Collected data
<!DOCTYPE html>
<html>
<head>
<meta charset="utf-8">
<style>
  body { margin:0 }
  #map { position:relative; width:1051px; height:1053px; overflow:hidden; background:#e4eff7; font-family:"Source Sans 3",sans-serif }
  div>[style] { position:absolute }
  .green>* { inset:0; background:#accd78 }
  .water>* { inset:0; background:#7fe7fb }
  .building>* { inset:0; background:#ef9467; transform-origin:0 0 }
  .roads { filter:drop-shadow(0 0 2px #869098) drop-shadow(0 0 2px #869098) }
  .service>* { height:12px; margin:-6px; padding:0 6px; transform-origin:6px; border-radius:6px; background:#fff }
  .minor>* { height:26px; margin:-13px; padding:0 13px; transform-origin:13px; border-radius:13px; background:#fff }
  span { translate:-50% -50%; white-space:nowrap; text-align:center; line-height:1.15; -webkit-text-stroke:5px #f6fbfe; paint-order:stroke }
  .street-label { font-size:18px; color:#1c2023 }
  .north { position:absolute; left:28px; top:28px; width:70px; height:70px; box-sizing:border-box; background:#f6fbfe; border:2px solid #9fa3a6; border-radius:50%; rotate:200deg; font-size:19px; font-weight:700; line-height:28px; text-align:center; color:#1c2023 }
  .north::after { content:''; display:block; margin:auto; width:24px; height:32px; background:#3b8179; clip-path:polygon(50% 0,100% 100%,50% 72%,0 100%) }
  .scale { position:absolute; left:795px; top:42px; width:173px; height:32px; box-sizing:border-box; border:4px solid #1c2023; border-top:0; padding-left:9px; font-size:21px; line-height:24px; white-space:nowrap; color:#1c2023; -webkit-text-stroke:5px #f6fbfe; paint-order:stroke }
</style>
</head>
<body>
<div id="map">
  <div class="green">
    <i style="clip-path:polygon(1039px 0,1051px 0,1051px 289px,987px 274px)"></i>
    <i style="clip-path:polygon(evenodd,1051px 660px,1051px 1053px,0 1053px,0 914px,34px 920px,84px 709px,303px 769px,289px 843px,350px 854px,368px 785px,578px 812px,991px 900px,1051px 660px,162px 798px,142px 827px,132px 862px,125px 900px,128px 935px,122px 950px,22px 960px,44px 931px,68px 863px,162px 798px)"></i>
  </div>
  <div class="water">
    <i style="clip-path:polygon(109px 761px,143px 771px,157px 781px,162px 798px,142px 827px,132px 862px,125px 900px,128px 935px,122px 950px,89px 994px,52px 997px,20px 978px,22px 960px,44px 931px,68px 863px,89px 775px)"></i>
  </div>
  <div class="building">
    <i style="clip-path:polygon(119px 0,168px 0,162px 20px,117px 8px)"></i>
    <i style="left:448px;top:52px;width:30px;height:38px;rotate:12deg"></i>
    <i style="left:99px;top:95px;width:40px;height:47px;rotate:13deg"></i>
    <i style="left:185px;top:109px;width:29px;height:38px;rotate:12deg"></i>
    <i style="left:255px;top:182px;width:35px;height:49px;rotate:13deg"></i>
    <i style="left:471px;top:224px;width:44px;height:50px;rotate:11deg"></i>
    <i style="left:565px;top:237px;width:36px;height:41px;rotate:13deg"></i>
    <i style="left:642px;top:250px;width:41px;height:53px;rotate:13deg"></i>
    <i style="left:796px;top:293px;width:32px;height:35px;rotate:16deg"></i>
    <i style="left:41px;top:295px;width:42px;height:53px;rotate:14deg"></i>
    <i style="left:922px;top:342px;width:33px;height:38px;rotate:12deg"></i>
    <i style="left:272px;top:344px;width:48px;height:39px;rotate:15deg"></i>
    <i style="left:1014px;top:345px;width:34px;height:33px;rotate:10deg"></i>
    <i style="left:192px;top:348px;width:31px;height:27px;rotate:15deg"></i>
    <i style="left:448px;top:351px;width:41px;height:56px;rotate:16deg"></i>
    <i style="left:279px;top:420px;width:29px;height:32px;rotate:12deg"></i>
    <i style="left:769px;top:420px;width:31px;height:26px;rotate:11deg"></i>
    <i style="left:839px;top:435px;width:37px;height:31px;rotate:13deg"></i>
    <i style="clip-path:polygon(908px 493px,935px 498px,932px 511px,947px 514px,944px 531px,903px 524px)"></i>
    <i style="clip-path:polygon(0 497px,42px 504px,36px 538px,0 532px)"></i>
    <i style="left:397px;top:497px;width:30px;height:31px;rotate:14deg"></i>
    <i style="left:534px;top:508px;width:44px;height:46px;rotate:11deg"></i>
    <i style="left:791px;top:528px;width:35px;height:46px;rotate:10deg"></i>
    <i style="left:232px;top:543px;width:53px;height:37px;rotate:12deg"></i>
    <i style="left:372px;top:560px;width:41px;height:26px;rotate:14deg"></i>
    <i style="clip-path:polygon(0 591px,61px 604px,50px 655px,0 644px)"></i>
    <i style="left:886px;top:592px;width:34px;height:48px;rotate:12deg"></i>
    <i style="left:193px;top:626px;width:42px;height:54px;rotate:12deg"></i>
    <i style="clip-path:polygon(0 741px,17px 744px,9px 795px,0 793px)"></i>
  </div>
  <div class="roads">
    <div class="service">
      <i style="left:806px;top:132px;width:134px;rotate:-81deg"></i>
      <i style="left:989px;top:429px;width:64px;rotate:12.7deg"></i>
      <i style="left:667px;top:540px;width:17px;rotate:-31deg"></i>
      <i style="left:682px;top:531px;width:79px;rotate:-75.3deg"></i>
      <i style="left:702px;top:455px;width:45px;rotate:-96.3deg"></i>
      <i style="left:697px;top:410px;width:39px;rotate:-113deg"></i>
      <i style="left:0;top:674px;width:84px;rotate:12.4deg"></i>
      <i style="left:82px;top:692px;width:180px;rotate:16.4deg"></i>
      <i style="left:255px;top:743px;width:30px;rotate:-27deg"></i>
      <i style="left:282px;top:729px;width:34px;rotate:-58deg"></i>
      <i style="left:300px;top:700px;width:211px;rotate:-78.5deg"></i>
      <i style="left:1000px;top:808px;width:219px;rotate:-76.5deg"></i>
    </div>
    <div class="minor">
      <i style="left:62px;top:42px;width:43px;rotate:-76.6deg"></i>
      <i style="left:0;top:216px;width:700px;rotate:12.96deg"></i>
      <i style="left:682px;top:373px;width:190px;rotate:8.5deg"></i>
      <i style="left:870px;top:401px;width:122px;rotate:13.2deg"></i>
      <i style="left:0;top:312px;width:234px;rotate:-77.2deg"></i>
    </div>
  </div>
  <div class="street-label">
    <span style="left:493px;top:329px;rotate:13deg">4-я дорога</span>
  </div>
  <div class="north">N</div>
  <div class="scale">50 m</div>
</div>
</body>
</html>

WHAT IS EXPECTED:
Scanning the data above, copy out every line where "padding" is found.

FINAL ANSWER:
  .service>* { height:12px; margin:-6px; padding:0 6px; transform-origin:6px; border-radius:6px; background:#fff }
  .minor>* { height:26px; margin:-13px; padding:0 13px; transform-origin:13px; border-radius:13px; background:#fff }
  .scale { position:absolute; left:795px; top:42px; width:173px; height:32px; box-sizing:border-box; border:4px solid #1c2023; border-top:0; padding-left:9px; font-size:21px; line-height:24px; white-space:nowrap; color:#1c2023; -webkit-text-stroke:5px #f6fbfe; paint-order:stroke }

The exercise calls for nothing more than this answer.